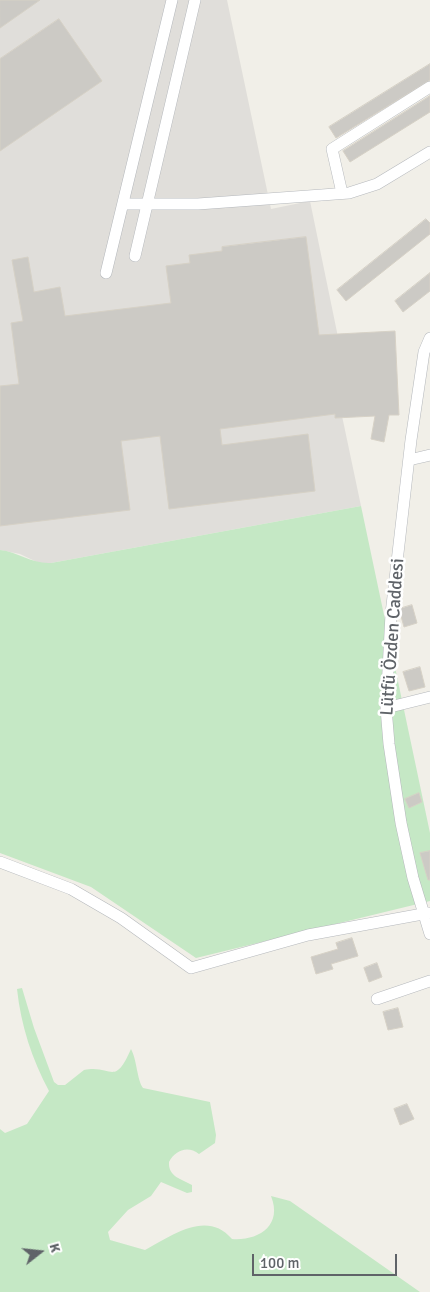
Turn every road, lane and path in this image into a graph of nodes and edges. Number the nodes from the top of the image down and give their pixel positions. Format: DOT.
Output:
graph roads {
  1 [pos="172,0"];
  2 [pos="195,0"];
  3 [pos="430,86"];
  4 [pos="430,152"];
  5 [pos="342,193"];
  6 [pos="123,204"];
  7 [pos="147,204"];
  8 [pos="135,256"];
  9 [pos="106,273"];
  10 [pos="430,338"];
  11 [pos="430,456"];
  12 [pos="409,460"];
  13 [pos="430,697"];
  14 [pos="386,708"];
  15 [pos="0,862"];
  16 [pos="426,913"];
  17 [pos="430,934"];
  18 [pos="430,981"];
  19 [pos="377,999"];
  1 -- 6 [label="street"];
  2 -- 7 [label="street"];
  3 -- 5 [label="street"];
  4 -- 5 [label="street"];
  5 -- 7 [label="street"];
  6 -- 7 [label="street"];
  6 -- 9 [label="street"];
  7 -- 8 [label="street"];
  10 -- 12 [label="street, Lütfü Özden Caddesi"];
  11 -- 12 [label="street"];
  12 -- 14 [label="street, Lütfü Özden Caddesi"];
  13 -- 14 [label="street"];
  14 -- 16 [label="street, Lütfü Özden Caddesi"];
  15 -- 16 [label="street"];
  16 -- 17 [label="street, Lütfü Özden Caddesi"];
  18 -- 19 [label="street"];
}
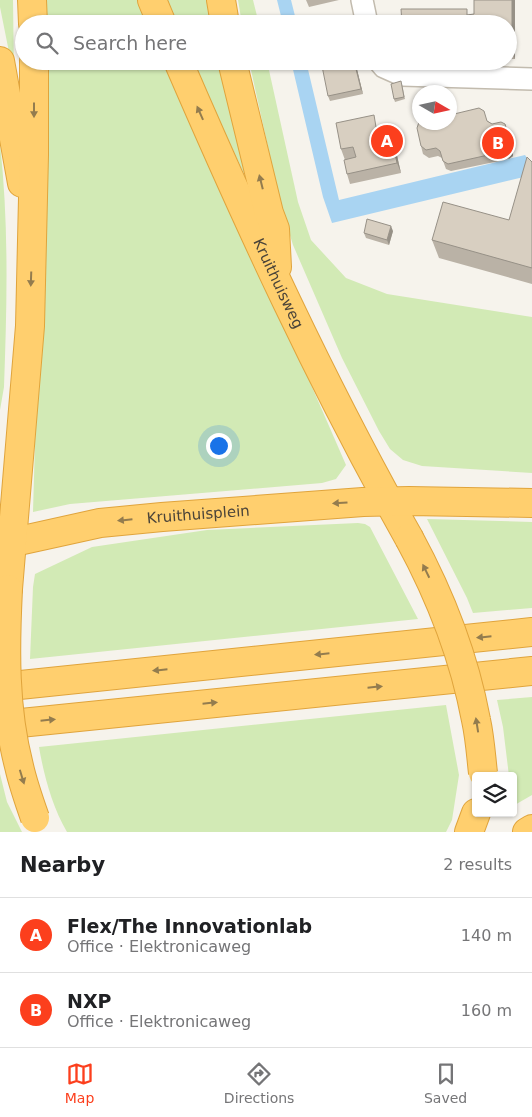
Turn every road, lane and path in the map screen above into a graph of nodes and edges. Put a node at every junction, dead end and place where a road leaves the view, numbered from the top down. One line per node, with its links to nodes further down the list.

+-------+

What the task asks -
Find each line in the listing above that contains "path", and copy that line.

Solution -
Turn every road, lane and path in this image into a graph of nodes and edges. Number the nodes from the top of the image down and give their pixel positions. Format: DOT.
Turn every road, lane and path in the map screen above into a graph of nodes and edges. Put a node at every junction, dead end and place where a road leaves the view, numbered from the top down. One line per node, with its links to nodes further down the list.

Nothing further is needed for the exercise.